Il Recovery Plan va al Nord mentre la Sicilia sprofonda

Il Recovery Plan va al Nord mentre la Sicilia sprofonda
«Il Sud, e la Sicilia in particolare, sono praticamente scomparsi dal Recovery Plan. Siamo di fronte a un documento, seppur in bozza, che sposta al Nord il grosso degli investimenti infrastrutturali».

Queste parole non sono quelle di un convinto sicilianista o meridionalista. Sono alcune delle dichiarazioni di Antony Barbagallo, segretario siciliano del Partito Democratico. Ma, al netto dell’appartenenza politica, le preoccupazioni che sollecita, a poco meno di un mese dalla presentazione del piano alla Commissione europea, sembrano abbastanza fondate. Dalla bozza del Recovery Plan che sta circolando tra i banchi dei parlamentari pare che i progetti previsti per la Sicilia siano ancora meno di quelli inseriti nelle bozze del precedente governo.

 

Cosa prevede la nuova bozza per la Sicilia?

Per fare un esempio, nelle bozze del governo Conte si prevedeva di finanziare, con circa sei miliardi di euro, l’alta velocità Palermo-Catania-Messina. Adesso si fa solo riferimento a una ferrovia veloce tra Palermo e Catania con un spesa di 1,4 miliardi. C’è una bella differenza!

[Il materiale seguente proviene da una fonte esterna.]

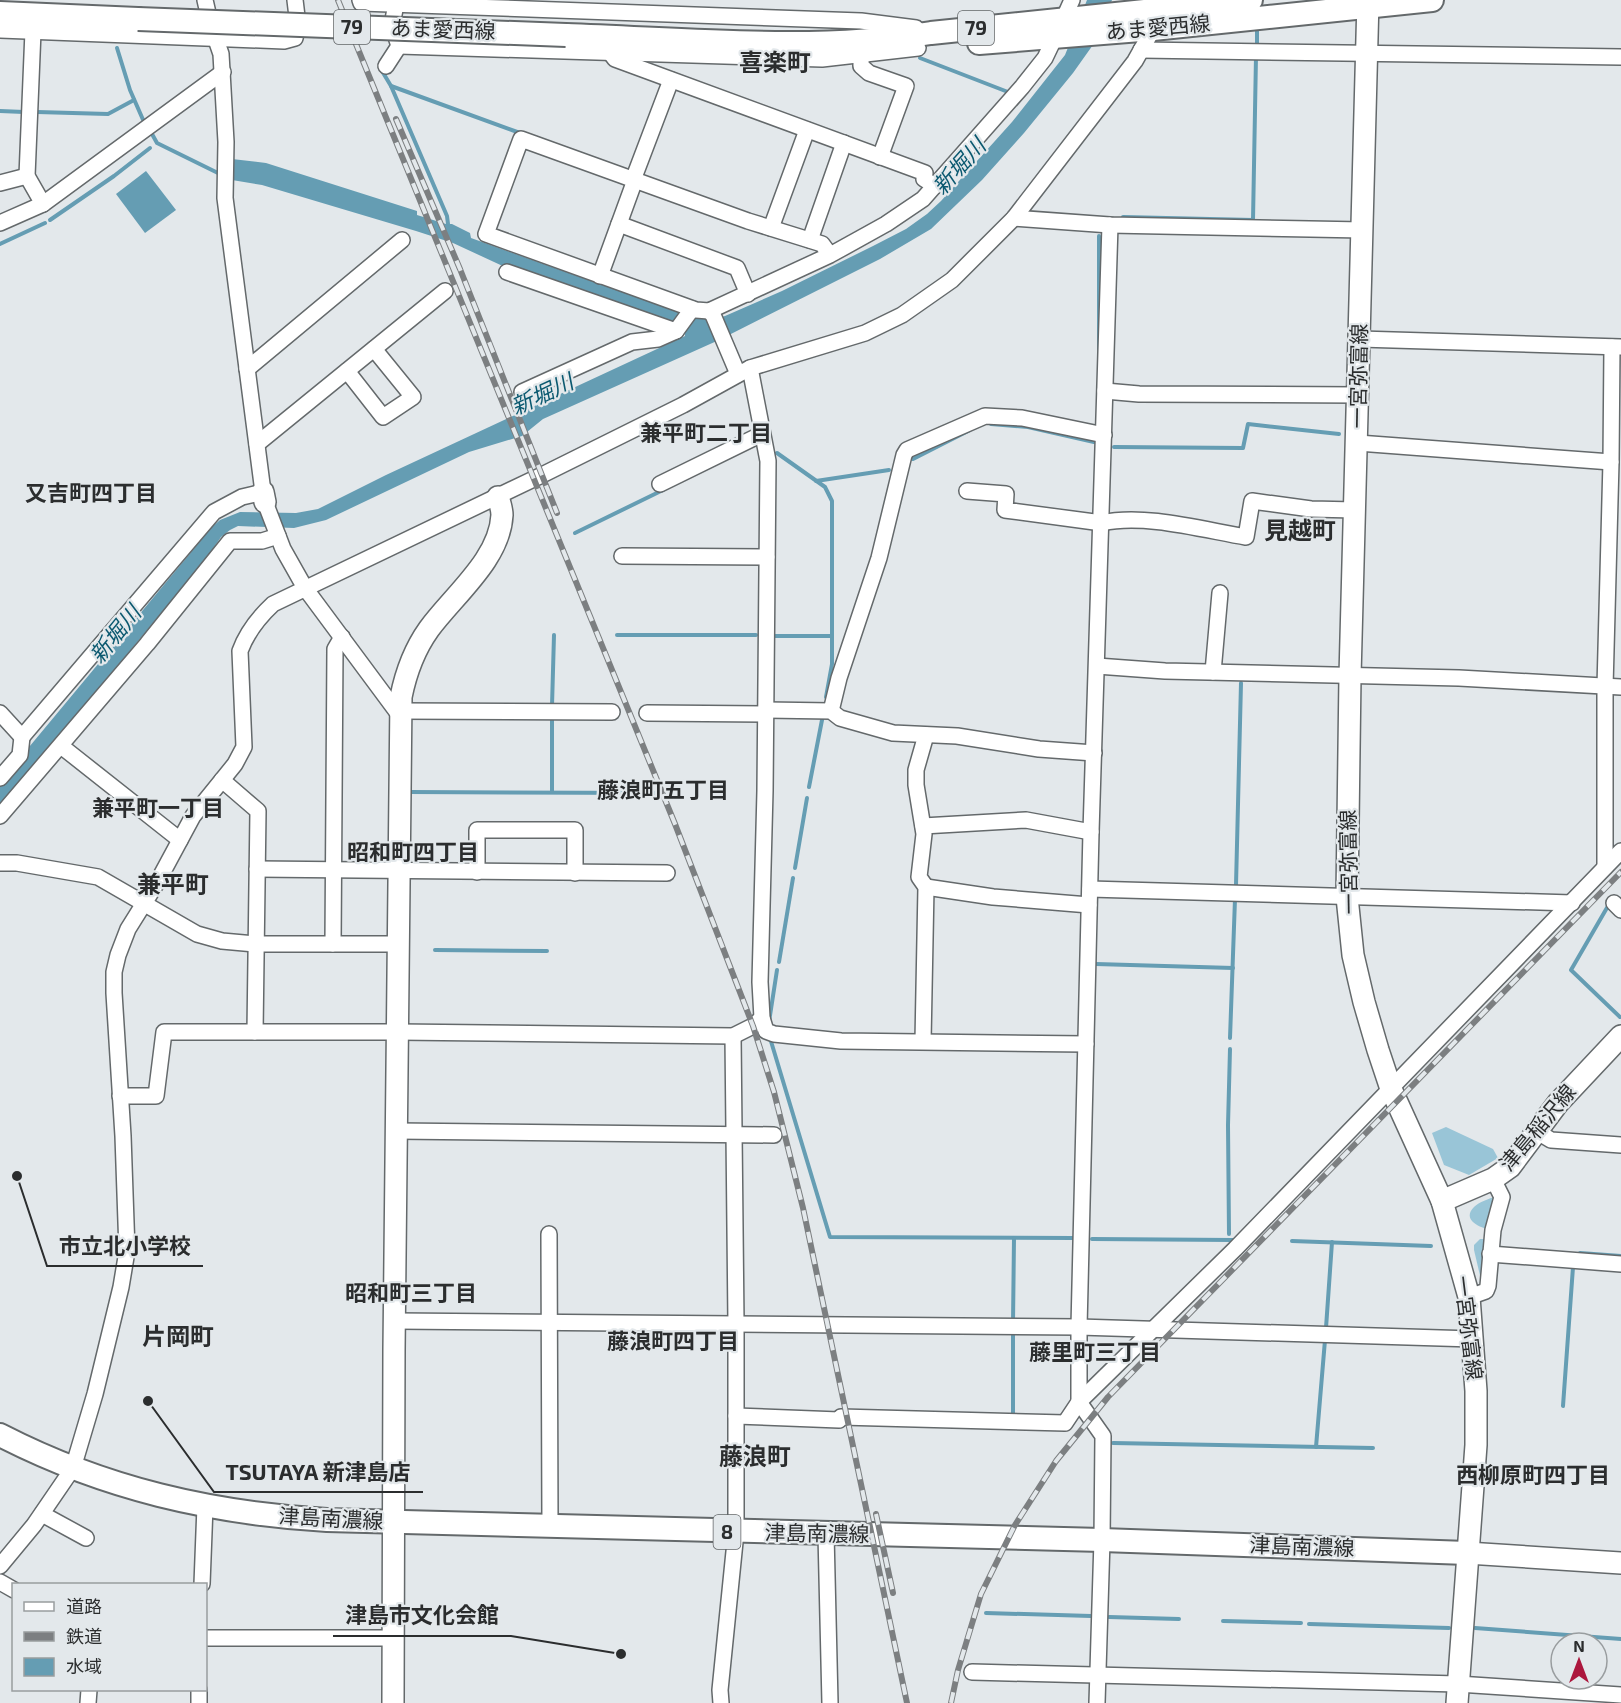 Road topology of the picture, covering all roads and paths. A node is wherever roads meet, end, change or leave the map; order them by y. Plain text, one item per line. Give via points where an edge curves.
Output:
1 (206, 0) edge
2 (295, 0) edge
3 (360, 0) edge
4 (698, 0) edge
5 (1251, 0) edge
6 (1432, 0) edge
7 (396, 4) junction
8 (1367, 4) edge
9 (480, 7) junction
10 (0, 13) edge
11 (1158, 13) edge
12 (692, 16) junction
13 (1064, 17) edge
14 (0, 30) edge
15 (33, 31) junction
16 (216, 39) junction
17 (924, 41) junction
18 (399, 46) junction
19 (480, 48) junction
20 (1141, 50) junction
21 (610, 52) junction
22 (1366, 52) junction
23 (677, 55) junction
24 (861, 55) junction
25 (1621, 57) edge
26 (386, 66) dead end
27 (223, 72) junction
28 (669, 79) junction
29 (807, 130) junction
30 (844, 144) junction
31 (880, 157) junction
32 (27, 176) junction
33 (634, 180) junction
34 (0, 183) edge
35 (935, 186) junction
36 (43, 204) junction
37 (1014, 218) junction
38 (0, 223) edge
39 (619, 224) junction
40 (1110, 225) junction
41 (771, 228) junction
42 (1363, 230) junction
43 (402, 240) dead end
44 (810, 240) junction
45 (830, 255) junction
46 (507, 272) dead end
47 (600, 276) junction
48 (445, 291) dead end
49 (748, 294) junction
50 (691, 311) junction
51 (711, 313) junction
52 (676, 331) junction
53 (1360, 339) junction
54 (1617, 347) edge
55 (374, 349) junction
56 (247, 369) junction
57 (347, 371) junction
58 (744, 371) junction
59 (1106, 391) junction
60 (522, 392) dead end
61 (1359, 395) junction
62 (762, 434) junction
63 (1104, 435) junction
64 (1358, 443) junction
65 (257, 444) junction
66 (1611, 462) junction
67 (660, 484) dead end
68 (967, 491) dead end
69 (264, 497) junction
70 (498, 497) junction
71 (1355, 510) junction
72 (1102, 523) junction
73 (276, 533) junction
74 (621, 556) dead end
75 (767, 557) junction
76 (305, 588) junction
77 (1220, 593) dead end
78 (342, 637) junction
79 (1097, 666) junction
80 (1213, 672) junction
81 (1350, 676) junction
82 (1605, 687) junction
83 (1621, 687) edge
84 (831, 711) junction
85 (612, 712) dead end
86 (766, 712) junction
87 (0, 713) edge
88 (647, 713) dead end
89 (400, 714) junction
90 (926, 735) junction
91 (22, 737) junction
92 (61, 746) junction
93 (1094, 753) junction
94 (0, 778) edge
95 (222, 780) junction
96 (0, 816) edge
97 (923, 826) junction
98 (1091, 832) junction
99 (180, 840) junction
100 (1621, 851) edge
101 (0, 863) edge
102 (1605, 867) junction
103 (257, 869) junction
104 (334, 871) junction
105 (399, 871) junction
106 (477, 872) junction
107 (575, 873) junction
108 (667, 873) dead end
109 (926, 887) junction
110 (1090, 889) junction
111 (1347, 897) junction
112 (1572, 903) junction
113 (144, 904) junction
114 (1089, 905) junction
115 (255, 944) junction
116 (333, 944) junction
117 (399, 944) junction
118 (762, 1018) junction
119 (255, 1032) junction
120 (398, 1032) junction
121 (733, 1036) junction
122 (1621, 1036) edge
123 (923, 1041) junction
124 (1086, 1044) junction
125 (1391, 1089) junction
126 (120, 1096) junction
127 (397, 1131) junction
128 (1536, 1131) junction
129 (734, 1135) junction
130 (774, 1135) dead end
131 (1621, 1145) edge
132 (1493, 1179) junction
133 (1442, 1201) junction
134 (549, 1234) dead end
135 (1490, 1254) junction
136 (1621, 1264) edge
137 (1469, 1297) junction
138 (396, 1321) junction
139 (549, 1323) junction
140 (736, 1324) junction
141 (1079, 1327) junction
142 (1154, 1330) junction
143 (1473, 1340) junction
144 (1079, 1402) junction
145 (736, 1416) junction
146 (0, 1435) edge
147 (73, 1468) junction
148 (205, 1506) junction
149 (42, 1514) junction
150 (394, 1522) junction
151 (550, 1526) junction
152 (736, 1532) junction
153 (826, 1534) junction
154 (86, 1538) dead end
155 (1102, 1540) junction
156 (1467, 1553) junction
157 (2, 1559) edge
158 (1621, 1563) edge
159 (202, 1583) edge
160 (207, 1638) edge
161 (394, 1638) junction
162 (972, 1672) dead end
163 (1097, 1675) junction
164 (1457, 1694) edge
165 (1621, 1695) edge
166 (393, 1703) edge
167 (721, 1703) edge
168 (830, 1703) edge
169 (1097, 1703) edge

1 - 16 street
2 - 16 street via 295,38
3 - 7 street
4 - 12 street
5 - 11 main road, あま愛西線 / 79
6 - 8 main road, あま愛西線 / 79
7 - 9 street
7 - 18 street via 392,25
8 - 11 main road, あま愛西線 / 79
8 - 22 main road, 一宮弥富線
9 - 12 street
9 - 19 street
10 - 17 main road, あま愛西線 / 79, bridge via 801,44
11 - 13 main road, あま愛西線 / 79 via 1106,24
11 - 20 street
12 - 17 street via 861,21 917,28
13 - 17 main road, あま愛西線 / 79
13 - 35 street via 1045,58
14 - 15 street
15 - 16 street
15 - 32 street
16 - 27 street
17 - 24 street
18 - 19 street
18 - 26 street
19 - 21 street
20 - 22 street
20 - 37 street
21 - 23 street
21 - 28 street via 615,59
22 - 25 street
22 - 42 main road, 一宮弥富線
23 - 24 street via 822,59
23 - 28 street
24 - 31 street via 861,66 869,73 906,86
27 - 36 street
27 - 56 street via 225,198
28 - 29 street
28 - 33 street
29 - 30 street
29 - 41 street
30 - 31 street
30 - 44 street
31 - 35 street via 925,173 924,179
32 - 34 street
32 - 36 street
33 - 39 street
33 - 41 street
33 - 47 street via 521,139 486,234
35 - 45 street via 886,224
36 - 38 street
37 - 40 street
37 - 58 street via 952,280 902,315 865,333
39 - 47 street
39 - 49 street via 737,268
40 - 42 street
40 - 59 street
41 - 44 street
42 - 53 main road, 一宮弥富線
43 - 56 street
44 - 45 street via 822,244
45 - 49 street
46 - 52 street
47 - 50 street
48 - 55 street
49 - 51 street
50 - 51 street
50 - 52 street
51 - 58 street via 726,346
52 - 60 street via 658,339 632,342
53 - 54 street
53 - 61 main road, 一宮弥富線
54 - 66 street
55 - 57 street
55 - 57 street via 413,397 383,417
56 - 65 street
57 - 65 street
58 - 62 street
58 - 70 street
59 - 61 street
59 - 63 street
61 - 64 main road, 一宮弥富線
62 - 67 street
62 - 75 street via 768,461
63 - 72 street
63 - 84 street via 1022,418 985,416 907,450 879,558
64 - 66 street
64 - 71 main road, 一宮弥富線
65 - 69 street
66 - 82 street
68 - 72 street via 1006,494 1005,510
69 - 73 street
69 - 91 street via 242,497 214,512
70 - 76 street
70 - 89 main road via 502,513 499,536 490,554 416,650 405,678
71 - 72 street via 1252,501 1246,537 1150,521 1116,519
71 - 81 main road, 一宮弥富線
72 - 79 street
73 - 76 street
73 - 92 street via 262,541 230,541
74 - 75 street
75 - 86 street
76 - 78 street
76 - 95 street via 273,604 245,638 240,651 244,747
77 - 80 street
78 - 89 street
78 - 104 street via 335,649
79 - 80 street
79 - 93 street
80 - 81 street
81 - 82 street
81 - 111 main road, 一宮弥富線
82 - 83 street
82 - 102 street
84 - 86 street
84 - 90 street via 840,718 892,733
85 - 89 street
86 - 88 street
86 - 118 street
87 - 91 street
89 - 105 main road
90 - 93 street
90 - 97 street via 916,770
91 - 94 street via 20,755
92 - 96 street
92 - 99 street
93 - 98 street
95 - 99 street via 193,816
95 - 103 street via 258,812
97 - 98 street via 1026,820
97 - 109 street via 919,877
98 - 110 street
99 - 113 street
100 - 102 street
101 - 113 street via 89,874
102 - 112 street
103 - 104 street
103 - 115 street
104 - 105 street
104 - 116 street
105 - 106 street
105 - 117 main road
106 - 107 street
106 - 107 street via 477,830 575,830
107 - 108 street
109 - 114 street
109 - 123 street
110 - 111 street
110 - 114 street
111 - 112 street
111 - 125 main road, 一宮弥富線 via 1353,955
112 - 125 street
113 - 115 street via 197,934
113 - 126 street via 128,929 114,972
114 - 124 street
115 - 116 street
115 - 119 street
116 - 117 street
117 - 120 main road
118 - 121 street
118 - 123 street via 766,1031 774,1034 841,1041
119 - 120 street
119 - 126 street via 164,1032 156,1096
120 - 121 street
120 - 127 main road
121 - 129 street
122 - 128 main road, 津島稲沢線 via 1557,1103
123 - 124 street
124 - 141 street
125 - 133 main road, 一宮弥富線
125 - 142 street
126 - 147 street via 127,1251 111,1330
127 - 129 street
127 - 138 main road
128 - 131 street via 1551,1140
128 - 132 main road, 津島稲沢線 via 1510,1167
129 - 130 street
129 - 140 street
132 - 133 main road, 津島稲沢線
132 - 135 street via 1502,1197
133 - 137 main road, 一宮弥富線
134 - 139 street
135 - 136 street
135 - 137 street via 1486,1291
137 - 143 main road, 一宮弥富線
138 - 139 street
138 - 150 main road
139 - 140 street
139 - 151 street
140 - 141 street
140 - 145 street
141 - 142 street
141 - 144 street
142 - 143 street
142 - 144 street
143 - 156 main road, 一宮弥富線 via 1476,1445
144 - 145 street via 1065,1423
144 - 155 street via 1103,1436
145 - 152 street
146 - 147 main road, 津島南濃線 / 8
147 - 148 main road, 津島南濃線 / 8 via 146,1493
147 - 149 street
148 - 150 main road, 津島南濃線 / 8 via 268,1516
148 - 159 street
149 - 154 street
149 - 157 street
150 - 151 main road, 津島南濃線 / 8
150 - 161 main road
151 - 152 main road, 津島南濃線 / 8
152 - 153 main road, 津島南濃線 / 8
152 - 167 street
153 - 155 main road, 津島南濃線 / 8
153 - 168 street
155 - 156 main road, 津島南濃線 / 8
155 - 163 street
156 - 158 main road
156 - 164 main road, 一宮弥富線
160 - 161 street
161 - 166 main road
162 - 163 street
163 - 164 street
163 - 169 street
164 - 165 street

E nonostante non sia ancora quantificato il totale dei fondi stanziati per le opere in Sicilia, attualmente siamo ben al di sotto dei 27 miliardi precedentemente previsti.

Di questo piano Europeo se ne parla da mesi e già dall’inizio si capiva che non sarebbe stato utilizzato per cose come la coesione sociale, la riduzione del divario tra Nord e Sud e via dicendo. Ed è per questo che, da qualche settimana, sono tornati in auge i sindaci meridionali con una rete sempre più numerosa che chiede più risorse (ne abbiamo parlato qui).  La risposta di Roma, però, non sembra andare in questa direzione.

 

L’ultimo rapporto Eurostat 2019 preoccupa

Anche se per tanti si tratta di una bega istituzionale, il problema è molto serio. E non siamo solo noi a dirlo. Basta guardare l’ultimo rapporto Eurostat relativo al 2019.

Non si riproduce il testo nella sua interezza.